Insegne spente e bellezza

«Evacuata». Così descrive la Chiasso di oggi l’artista Franco Ghielmetti (nella foto sotto). «In questi giorni, ma soprattutto all’inizio della chiusura semitotale delle attività, Chiasso appare sospesa, le insegne spente, nel cielo nessuna scia di condensazione lasciata dai velivoli». Qualche furtivo anziano qua e là. Pochissime automobili, bus e treni senza passeggeri. Sono tanti i segnali che indicano che qualcosa è cambiato. «Signore che dal balcone mi sgridano perché mi tocco il naso. Manco da bambino», commenta il nostro interlocutore. Che fa tuttavia una concessione: «In fondo le domeniche a Chiasso sono da tempo svuotate dalla presenza umana. Qualche anno fa, una domenica mattina, Leonardo Padura Fuentes, il noto scrittore cubano, si avviava solitario per Corso San Gottardo e incontrandomi mi disse sorridendo: “Passeggiare per Chiasso è come ritrovarsi in un quadro di De Chirico”».

La differenza con gli anni Sessanta (fino all’inizio dei Settanta) è impietosa: di domenica la gente affollava le strade, il viavai solleticava la piazza e la frontiera. Una qualche avvisaglia d’instabilità sociopsicologica era stata intravista solo dopo, nel 1973, in piena crisi petrolifera. Ghielmetti ricorda luoghi completamente svuotati dai mezzi meccanici. Gli umani però c’erano, ancora frequentavano strade e locali.

«C’è anche della bellezza però in questi giorni», così l’artista. Pensa al suono dell’aspirapolvere che proviene dalle finestre aperte, alle canzoni dei bambini sul balcone. «Questo si sarebbe potuto sentire solo nelle corti chiassesi alla fine degli anni Cinquanta».

Mele e pere da oltreconfine

«Mi mancano la ‘nduja e la scamorza affumicata del negozietto sotto casa, le grida concitate dal campetto vicino, chiacchierare col torinese che vende buoni libri al mercato del venerdì (ultimo: “Vita di Milarepa”) e attraversare il confine per andare dal fruttivendolo». Parole, queste, del poeta e artista Marko Miladinovic, che - al pari di chi l’ha preceduto - deve fare i conti con una Chiasso in quarantena. Il paroliere ricorda con rimpianto i «soci» del bar Svizzero, «sempre fuori in piedi per l’aperitivo»; la partenza per una lettura in Italia, non senza aver prima bevuto un caffè alla stazione e aver salutato la cameriera e l’abbondanza di Italia e Svizzera, rappresentata dalla scultura di Margherita Osswald-Toppi. «Addirittura mi manca il cattivo gusto del colore degli interni della stazione così come la volgarità di certe réclame»; un bicchiere di vino al bar Pace, nuovi aneddoti jazz e qualche suggestione musicale.

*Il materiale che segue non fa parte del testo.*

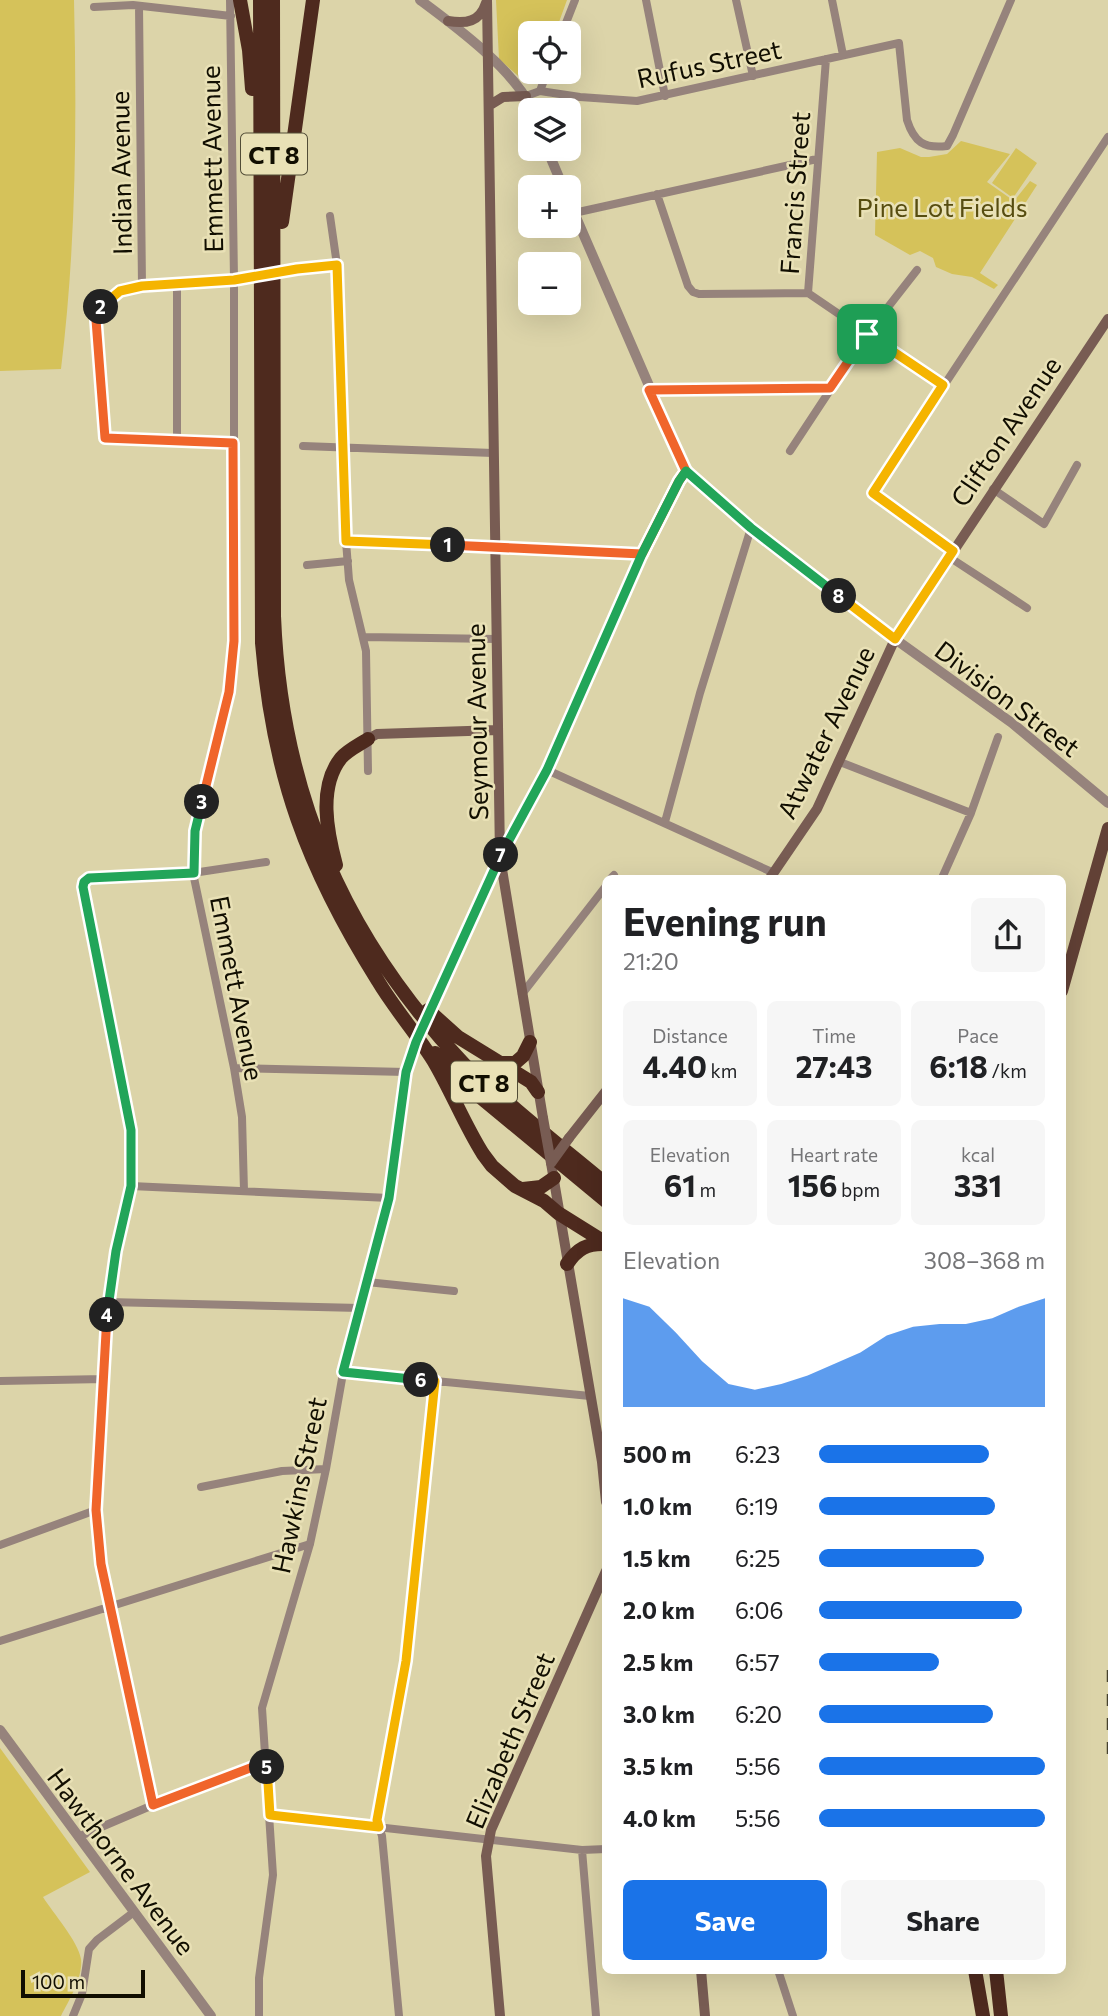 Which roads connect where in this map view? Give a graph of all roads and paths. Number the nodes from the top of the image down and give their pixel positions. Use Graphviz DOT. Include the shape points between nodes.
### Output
graph roads {
  1 [pos="230,0"];
  2 [pos="240,0"];
  3 [pos="260,0"];
  4 [pos="273,0"];
  5 [pos="313,0"];
  6 [pos="420,0"];
  7 [pos="487,0"];
  8 [pos="575,0"];
  9 [pos="646,0"];
  10 [pos="736,0"];
  11 [pos="832,0"];
  12 [pos="1011,0"];
  13 [pos="139,6"];
  14 [pos="94,7"];
  15 [pos="230,16"];
  16 [pos="448,21"];
  17 [pos="567,21"];
  18 [pos="843,55"];
  19 [pos="489,57"];
  20 [pos="826,59"];
  21 [pos="752,76"];
  22 [pos="542,84"];
  23 [pos="540,90"];
  24 [pos="526,96"];
  25 [pos="665,96"];
  26 [pos="490,105"];
  27 [pos="1108,137"];
  28 [pos="817,159"];
  29 [pos="657,194"];
  30 [pos="581,211"];
  31 [pos="330,216"];
  32 [pos="581,230"];
  33 [pos="261,239"];
  34 [pos="337,265"];
  35 [pos="917,270"];
  36 [pos="234,280"];
  37 [pos="177,285"];
  38 [pos="142,286"];
  39 [pos="808,292"];
  40 [pos="275,307"];
  41 [pos="1108,319"];
  42 [pos="867,334"];
  43 [pos="943,385"];
  44 [pos="830,388"];
  45 [pos="649,390"];
  46 [pos="177,441"];
  47 [pos="233,443"];
  48 [pos="303,446"];
  49 [pos="344,448"];
  50 [pos="790,451"];
  51 [pos="493,453"];
  52 [pos="1077,465"];
  53 [pos="686,471"];
  54 [pos="993,489"];
  55 [pos="751,528"];
  56 [pos="346,541"];
  57 [pos="495,547"];
  58 [pos="642,554"];
  59 [pos="951,554"];
  60 [pos="348,561"];
  61 [pos="307,565"];
  62 [pos="1027,608"];
  63 [pos="363,637"];
  64 [pos="497,639"];
  65 [pos="895,639"];
  66 [pos="498,730"];
  67 [pos="998,737"];
  68 [pos="368,739"];
  69 [pos="840,762"];
  70 [pos="547,770"];
  71 [pos="368,771"];
  72 [pos="1108,803"];
  73 [pos="971,813"];
  74 [pos="665,822"];
  75 [pos="1108,828"];
  76 [pos="500,857"];
  77 [pos="267,862"];
  78 [pos="194,873"];
  79 [pos="770,875"];
  80 [pos="773,875"];
  81 [pos="943,875"];
  82 [pos="602,891"];
  83 [pos="343,897"];
  84 [pos="381,963"];
  85 [pos="1066,977"];
  86 [pos="379,984"];
  87 [pos="522,994"];
  88 [pos="530,1042"];
  89 [pos="498,1063"];
  90 [pos="234,1068"];
  91 [pos="406,1072"];
  92 [pos="538,1092"];
  93 [pos="602,1096"];
  94 [pos="552,1170"];
  95 [pos="602,1181"];
  96 [pos="131,1186"];
  97 [pos="515,1186"];
  98 [pos="244,1191"];
  99 [pos="602,1197"];
  100 [pos="389,1198"];
  101 [pos="558,1213"];
  102 [pos="602,1241"];
  103 [pos="602,1244"];
  104 [pos="567,1264"];
  105 [pos="367,1282"];
  106 [pos="454,1291"];
  107 [pos="107,1302"];
  108 [pos="360,1308"];
  109 [pos="343,1372"];
  110 [pos="104,1379"];
  111 [pos="0,1381"];
  112 [pos="435,1381"];
  113 [pos="590,1396"];
  114 [pos="602,1452"];
  115 [pos="326,1469"];
  116 [pos="201,1487"];
  117 [pos="96,1510"];
  118 [pos="310,1544"];
  119 [pos="0,1545"];
  120 [pos="602,1580"];
  121 [pos="109,1606"];
  122 [pos="0,1641"];
  123 [pos="0,1730"];
  124 [pos="266,1762"];
  125 [pos="153,1805"];
  126 [pos="270,1815"];
  127 [pos="379,1827"];
  128 [pos="78,1837"];
  129 [pos="489,1840"];
  130 [pos="602,1849"];
  131 [pos="582,1850"];
  132 [pos="134,1913"];
  133 [pos="701,1974"];
  134 [pos="779,1974"];
  135 [pos="976,1974"];
  136 [pos="984,1974"];
  137 [pos="996,1974"];
  138 [pos="73,2016"];
  139 [pos="211,2016"];
  140 [pos="259,2016"];
  141 [pos="399,2016"];
  142 [pos="500,2016"];
  143 [pos="596,2016"];
  144 [pos="705,2016"];
  145 [pos="793,2016"];
  146 [pos="983,2016"];
  147 [pos="988,2016"];
  148 [pos="1001,2016"];
  1 -- 15 [label="street, Emmett Avenue"];
  2 -- 33 [label="highway" via="251,72 252,165"];
  3 -- 33 [label="highway, CT 8"];
  4 -- 40 [label="highway, CT 8"];
  5 -- 40 [label="highway" via="283,213"];
  6 -- 16 [label="street"];
  7 -- 16 [label="main road" via="471,21"];
  7 -- 19 [label="main road, Seymour Avenue"];
  8 -- 17 [label="street"];
  9 -- 25 [label="street"];
  10 -- 21 [label="street"];
  11 -- 18 [label="street"];
  12 -- 18 [label="street, Rufus Street" via="947,146 918,142 911,132 899,43"];
  13 -- 14 [label="street"];
  13 -- 15 [label="street"];
  13 -- 38 [label="street, Indian Avenue"];
  15 -- 36 [label="street, Emmett Avenue"];
  16 -- 19 [label="street"];
  18 -- 20 [label="street, Rufus Street"];
  19 -- 24 [label="street"];
  19 -- 26 [label="main road, Seymour Avenue"];
  20 -- 21 [label="street, Rufus Street"];
  20 -- 28 [label="street, Francis Street"];
  21 -- 25 [label="street, Rufus Street"];
  22 -- 23 [label="street"];
  23 -- 24 [label="street"];
  23 -- 25 [label="street, Rufus Street" via="637,101"];
  24 -- 26 [label="main road" via="508,96"];
  26 -- 51 [label="main road, Seymour Avenue"];
  27 -- 43 [label="street"];
  28 -- 29 [label="street"];
  28 -- 39 [label="street, Francis Street"];
  29 -- 30 [label="street"];
  29 -- 39 [label="street" via="693,292"];
  31 -- 34 [label="street"];
  32 -- 45 [label="street, Division Street"];
  33 -- 86 [label="highway, CT 8" via="262,643 271,721 302,835 343,924"];
  34 -- 36 [label="street, bridge"];
  34 -- 49 [label="street"];
  35 -- 42 [label="street"];
  36 -- 37 [label="street"];
  36 -- 47 [label="street, Emmett Avenue"];
  37 -- 38 [label="street"];
  37 -- 46 [label="street"];
  38 -- 46 [label="street, Indian Avenue" via="120,291 102,304 96,320 105,438"];
  39 -- 42 [label="street, Francis Street"];
  40 -- 83 [label="highway, CT 8" via="277,668 297,775 317,838"];
  41 -- 54 [label="main road, Clifton Avenue"];
  42 -- 43 [label="street, Francis Street"];
  42 -- 44 [label="street"];
  43 -- 59 [label="street" via="873,493"];
  44 -- 45 [label="street"];
  44 -- 50 [label="street"];
  45 -- 53 [label="street, Division Street"];
  46 -- 47 [label="street"];
  47 -- 78 [label="street, Emmett Avenue" via="234,641 229,692 195,831"];
  48 -- 49 [label="street"];
  49 -- 51 [label="street"];
  49 -- 56 [label="street"];
  51 -- 57 [label="main road, Seymour Avenue"];
  52 -- 54 [label="street" via="1044,524"];
  53 -- 55 [label="street, Division Street"];
  53 -- 58 [label="street"];
  54 -- 59 [label="main road, Clifton Avenue"];
  55 -- 65 [label="street, Division Street"];
  55 -- 74 [label="street"];
  56 -- 57 [label="street"];
  56 -- 60 [label="street"];
  57 -- 58 [label="street"];
  57 -- 64 [label="main road, Seymour Avenue"];
  58 -- 70 [label="street"];
  59 -- 62 [label="street"];
  59 -- 65 [label="main road, Clifton Avenue"];
  60 -- 61 [label="street"];
  60 -- 63 [label="street"];
  63 -- 64 [label="street"];
  63 -- 68 [label="street"];
  64 -- 66 [label="main road, Seymour Avenue"];
  65 -- 69 [label="main road, Atwater Avenue"];
  65 -- 72 [label="street, Division Street" via="1012,723"];
  66 -- 68 [label="main road" via="377,734"];
  66 -- 76 [label="main road, Seymour Avenue"];
  67 -- 73 [label="street"];
  68 -- 71 [label="street"];
  68 -- 83 [label="highway" via="341,758 328,789 330,836"];
  69 -- 73 [label="street"];
  69 -- 80 [label="main road, Atwater Avenue" via="817,809"];
  70 -- 74 [label="street"];
  70 -- 76 [label="street"];
  73 -- 81 [label="street"];
  74 -- 79 [label="street"];
  75 -- 85 [label="main road"];
  76 -- 87 [label="main road, Seymour Avenue"];
  76 -- 91 [label="street, Hawkins Street, bridge"];
  77 -- 78 [label="street"];
  78 -- 90 [label="street, Emmett Avenue"];
  78 -- 96 [label="street" via="89,878 84,882 131,1130"];
  82 -- 87 [label="street"];
  83 -- 84 [label="highway, CT 8"];
  84 -- 89 [label="highway" via="438,1020"];
  84 -- 95 [label="highway, CT 8" via="465,1066"];
  86 -- 97 [label="highway" via="432,1058 482,1154"];
  86 -- 99 [label="highway, CT 8" via="461,1081"];
  87 -- 88 [label="main road, Seymour Avenue"];
  88 -- 89 [label="highway" via="515,1063"];
  88 -- 92 [label="main road, Seymour Avenue"];
  89 -- 92 [label="highway" via="531,1082"];
  90 -- 91 [label="street"];
  90 -- 98 [label="street, Emmett Avenue" via="242,1117"];
  91 -- 100 [label="street, Hawkins Street"];
  92 -- 94 [label="main road, Seymour Avenue, bridge"];
  93 -- 94 [label="main road, bridge" via="569,1138"];
  94 -- 97 [label="highway" via="537,1189"];
  94 -- 101 [label="main road, Seymour Avenue"];
  96 -- 98 [label="street"];
  96 -- 107 [label="street"];
  97 -- 101 [label="highway"];
  98 -- 100 [label="street"];
  100 -- 105 [label="street, Hawkins Street"];
  101 -- 102 [label="highway"];
  101 -- 104 [label="main road, Seymour Avenue"];
  103 -- 104 [label="highway" via="585,1245"];
  104 -- 113 [label="main road, Seymour Avenue"];
  105 -- 106 [label="street"];
  105 -- 108 [label="street, Hawkins Street"];
  107 -- 108 [label="street"];
  107 -- 110 [label="street"];
  108 -- 109 [label="street, Hawkins Street"];
  109 -- 112 [label="street"];
  109 -- 115 [label="street, Hawkins Street"];
  110 -- 111 [label="street"];
  110 -- 117 [label="street"];
  112 -- 113 [label="street"];
  112 -- 127 [label="street" via="406,1661"];
  113 -- 114 [label="main road, Seymour Avenue"];
  115 -- 116 [label="street" via="282,1471"];
  115 -- 118 [label="street, Hawkins Street"];
  117 -- 119 [label="street"];
  117 -- 121 [label="street"];
  118 -- 121 [label="street"];
  118 -- 124 [label="street, Hawkins Street" via="262,1708"];
  120 -- 129 [label="main road, Elizabeth Street"];
  121 -- 122 [label="street"];
  121 -- 125 [label="street"];
  123 -- 128 [label="street, Hawthorne Avenue"];
  124 -- 125 [label="street"];
  124 -- 126 [label="street, Hawkins Street"];
  125 -- 128 [label="street"];
  126 -- 127 [label="street"];
  126 -- 140 [label="street, Hawkins Street" via="272,1875"];
  127 -- 129 [label="street"];
  127 -- 141 [label="street"];
  128 -- 132 [label="street, Hawthorne Avenue"];
  129 -- 131 [label="street"];
  129 -- 142 [label="main road, Elizabeth Street" via="486,1856"];
  130 -- 131 [label="street"];
  131 -- 143 [label="street"];
  132 -- 138 [label="street" via="89,1948 82,1994"];
  132 -- 139 [label="street, Hawthorne Avenue"];
  133 -- 144 [label="main road"];
  134 -- 145 [label="street"];
  135 -- 146 [label="highway"];
  136 -- 147 [label="highway"];
  137 -- 148 [label="highway"];
}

Miladinovic (nella foto sopra) desidera tornare a scendere per strada «e sentire da una parte del marciapiede il siciliano e dall’altra il tigrino», dare un’occhiata a Elvezia passeggiando per il Corso San Gottardo e ammirandone le sculture. Oggi Chiasso è avvolta da un silenzio «inedito», interrotto soltanto da qualche pianto di bambino, dall’abbaiare di un cane o dal rombo di una motocicletta; è percepibile una nuova diffidenza nel salutarsi per strada. Ciononostante, per il poeta Chiasso rimane «Santiago de Ciass, luogo d’incantesimo e anonimato, varietà e ricchezza etnica e linguistica, dove molti trovano rifugio anche perché a pochissimi importa da dove qualcuno provenga».

Ma oggi, con l’allentamento del lockdown, potrebbe di nuovo cambiare tutto.